The Goonfather’s definition of a pap smear

Super shag.

I went for a shoot this morning with only four hours of sleep. We were filming an online video series. Like lonelygirl15 but not like lonelygirl15, if you know what I mean.

It will be uploaded tonight but I’ll show it here only if I look good in it. Haha. Super vain.

No photos of today’s shoot. It’s sometimes hard to take photos on the set because I’m too busy changing clothes and learning lines and acting. But there was an official photographer on the set today so I’ll see if I can get some photos from him.

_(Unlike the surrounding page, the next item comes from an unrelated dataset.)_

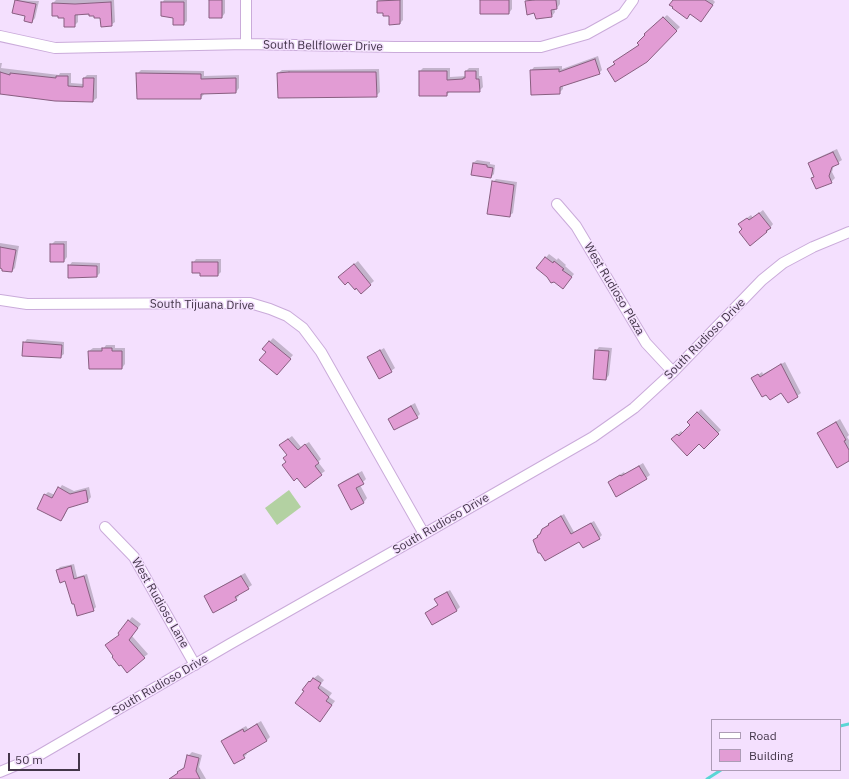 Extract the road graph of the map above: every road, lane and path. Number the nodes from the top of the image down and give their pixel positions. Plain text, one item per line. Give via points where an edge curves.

So, I’m talking rubbish today (instead of posting one of my severely backlogged event reports) because I’m half-dead and can’t think coherently enough to do a serious post.

But my rubbish is never as entertaining as the Goonfather’s rubbish, is it?

We were having lunch today (after my shoot).

I took out a piece of facial blotter to, well, blot my face. When I was done, I showed it to the Goonfather, just like how a kid would show his booger to his little sister.

“Looky!” I said. “So much oileeee!”

This is one of those things you would only show a partner who’s been with you for years. You would never do that with your first date, I’ll bet. People are funny that way.

The Goonfather stared at my oily blotter for two seconds, studying it carefully.

Then he asked, very seriously, “Is this a pap smear?”

“WTF are you talking about??” I said.

“There, first you pap pap all over your face. Then you got a smear on that paper.”

dotdotdot.

TIMES ONE ZILLION!!!

Someone kill me already.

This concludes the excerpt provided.